Transliterator Using Python
==============

# 1.0 Introduction

## 1.1 Purpose

The purpose of this notebook is to demonstrate the implementation of a
transliterator pipeline in Python. A transliterator is a tool that converts
text from one script to another, typically preserving the pronunciation of the
original text. For example, the name "Magdalena" in English could be
transliterated to "مجدلينا" in Arabic.

This notebook focuses on creating a transliterator for Arabic, converting
English words into their Arabic equivalents based on their phonetic
representation. 

The current design can be extended to include other languages.
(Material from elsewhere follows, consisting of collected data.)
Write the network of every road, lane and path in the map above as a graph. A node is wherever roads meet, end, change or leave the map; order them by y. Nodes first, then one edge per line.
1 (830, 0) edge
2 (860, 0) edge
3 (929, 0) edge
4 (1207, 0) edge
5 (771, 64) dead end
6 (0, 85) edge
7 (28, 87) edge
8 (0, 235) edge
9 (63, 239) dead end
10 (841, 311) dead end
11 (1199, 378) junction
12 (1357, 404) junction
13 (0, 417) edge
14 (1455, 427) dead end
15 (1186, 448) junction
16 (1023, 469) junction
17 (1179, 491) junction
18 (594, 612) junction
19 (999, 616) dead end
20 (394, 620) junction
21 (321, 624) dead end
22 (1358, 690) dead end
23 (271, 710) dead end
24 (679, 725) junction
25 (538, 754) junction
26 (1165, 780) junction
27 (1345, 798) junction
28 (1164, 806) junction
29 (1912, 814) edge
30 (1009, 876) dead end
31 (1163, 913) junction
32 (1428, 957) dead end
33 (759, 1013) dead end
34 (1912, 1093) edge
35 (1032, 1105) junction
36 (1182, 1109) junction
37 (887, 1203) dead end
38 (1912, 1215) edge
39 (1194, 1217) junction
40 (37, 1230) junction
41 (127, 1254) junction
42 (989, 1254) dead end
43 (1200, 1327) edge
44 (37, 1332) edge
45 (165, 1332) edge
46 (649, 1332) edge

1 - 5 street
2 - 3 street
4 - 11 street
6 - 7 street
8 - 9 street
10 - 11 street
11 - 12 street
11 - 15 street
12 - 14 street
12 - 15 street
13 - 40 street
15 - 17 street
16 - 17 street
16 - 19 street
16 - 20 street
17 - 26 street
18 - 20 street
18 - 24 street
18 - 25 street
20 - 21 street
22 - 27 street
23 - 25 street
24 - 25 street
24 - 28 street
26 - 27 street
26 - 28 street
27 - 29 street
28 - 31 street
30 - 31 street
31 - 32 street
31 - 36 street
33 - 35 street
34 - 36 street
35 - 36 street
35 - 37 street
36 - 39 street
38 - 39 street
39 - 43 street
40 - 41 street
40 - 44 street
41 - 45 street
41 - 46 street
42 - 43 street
This code is based on: https://github.com/AMR-KELEG/English-to-arabic-transphonator/tree/master

## 1.2 Transliterator Pipeline

The transliterator pipeline consists of three main steps:
1. **Phoneme Retrieval**: Extracting the phonetic representation (phonemes) of a given word using a phoneme retriever.
2. **Phoneme to Character Mapping**: Converting the retrieved phonemes into corresponding characters in the target language script (Arabic in this case).
3. **Postprocessing**: Applying specific language rules to refine the transliterated output, ensuring it adheres to linguistic norms of the target language.

## 1.3 Dependencies

The implementation relies on the following dependencies:
- `g2p_en`: A library for converting English words into ARPAbet phonemes.
- `CMU Pronouncing Dictionary`: A fallback option for phoneme retrieval if the `g2p_en` library is unavailable.

## 1.4 Implementation

The implementation is designed with modularity in mind, allowing different parts of the pipeline to be easily replaced or extended. The core components include:
- **Phoneme Retriever**: An interface and its implementations for retrieving phonemes. New retrievers for other languages can be added by implementing the `BasePhonemeRetriever` interface.
- **Transliteration Map**: A mapping of phonemes to characters. Developers can create mappings for other languages by extending the `BaseTranslitMap` interface.
- **Transliteration Rules**: A set of postprocessing rules to refine the transliteration. Custom rules can be added by implementing the `BaseTranslitRule` interface.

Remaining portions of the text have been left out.